A word about the little guy…
On the road to toddlerhood, some kids need more guidance than others. Some take time to find an interest in solid foods. Some need help learning to crawl. Others need a steady stream of attention, positive or otherwise, from their parents.
Not our little guy. Paddy is pure instinct.
His interest in food is total. Left to his own devices, I think he’d probably figure out a way to fix dinner.
For months he lolled around on the floor like a big potato. Then, one day, he simply rolled over and took off, clomping on his hands and knees, an oversize bug with an explorer’s heart. Not yet a year old and it’s all we can do to keep him out of the cabinets.
In many ways he benefits from benign neglect. His parents are outnumbered, outgunned, and, in many ways, out to lunch. His sisters, older and savvier, monopolize the family space (the five year-old in particular craves attention like a cop craves coffee).
He is naturally curious, preternaturally competent. His quick uptake of basic skills is remarkable to behold. Toss him a ball, he knows what to do. Clap your hands and he’ll work it out for himself in no time. Simple sign language? He’s on to it.
While all this is impressive, and probably, to my mind, a sign that we are all “made” for certain purposes, it is nevertheless impossible to watch his progress without remembering the struggles of his older sister.
Physically, nothing came easy for her. At three years old, nothing comes easy for her. She never crawled – she took to scooting around on the floor using one arm as a kind of walking stick – and was nearly 3 years-old before she took her first steps. Even now, she is a bit unsteady. She hasn’t quite developed the coordination required for catching and throwing. Feeding is a big issue. Grasping food in a pincer with her thumb and forefinger is tough. We work on chewing a lot.

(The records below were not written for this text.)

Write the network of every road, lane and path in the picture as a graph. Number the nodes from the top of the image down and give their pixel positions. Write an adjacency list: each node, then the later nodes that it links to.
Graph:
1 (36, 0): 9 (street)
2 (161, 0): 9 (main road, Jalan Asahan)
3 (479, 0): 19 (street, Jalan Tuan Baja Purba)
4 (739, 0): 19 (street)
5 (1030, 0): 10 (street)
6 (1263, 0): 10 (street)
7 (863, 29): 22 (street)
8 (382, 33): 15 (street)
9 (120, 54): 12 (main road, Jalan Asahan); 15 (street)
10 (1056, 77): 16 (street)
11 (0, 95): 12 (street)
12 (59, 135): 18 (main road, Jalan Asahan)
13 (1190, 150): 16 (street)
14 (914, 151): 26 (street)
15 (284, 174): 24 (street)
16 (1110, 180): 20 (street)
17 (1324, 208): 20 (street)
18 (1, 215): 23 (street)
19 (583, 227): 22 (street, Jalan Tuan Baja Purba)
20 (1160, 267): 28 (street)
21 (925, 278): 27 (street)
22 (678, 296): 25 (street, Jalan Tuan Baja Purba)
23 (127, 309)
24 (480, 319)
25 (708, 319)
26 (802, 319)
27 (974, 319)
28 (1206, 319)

Earlier in the year, she, along with her mother, visited the NYU Medical Center on First Avenue for an examination known as a “video swallow” that can identify potentially dangerous difficulties in chewing and swallowing food. An excerpt from the results of that study:
The oral phase of swallow was significant for mild anterior spillage of all liquids and limited mastication of solids. Oral bolus transport was timely across consistencies. They pharyngeal swallow reflux triggered in a timely manner across consistencies.
Pharyngeal propulsion/stripping of the bolus were normal with no hypopharyngeal residue noted in the hypopharynx. Bolus materials moved easily into the upper esophageal sphincter.
Translated, that means that when she drinks, just as much fluid ends up in her lungs as in her tummy. As a result, anything thinner in consistency than honey is off the drinks menu. Although, the report did include the following nod to sanity:
Magdalena may also have ½ teaspoon amounts of thin liquids for pleasure.
And what would life be without the pleasure of an occasional ½ teaspoon of water? Like I said, nothing comes easy.
As I watch these kids grow, I become more and more certain that we are all here for a reason. Some of us may be here for more than one reason, but all of us exist for at least one reason, even if that reason is only to help others find their own reasons.
As things stand now, the sky is the limit for our Paddy. If he keeps it up, he could qualify for the 2012 Olympics. I wouldn’t be surprised if he won a medal, although gold may be out of reach until 2016.
Magdalena’s story will be different, though no less spectacular. And we would all probably benefit from a moment or two spent savoring the simple pleasures, whether drinking a glass of water or playing catch with a child.
Life is indeed a miracle, timely across consistencies.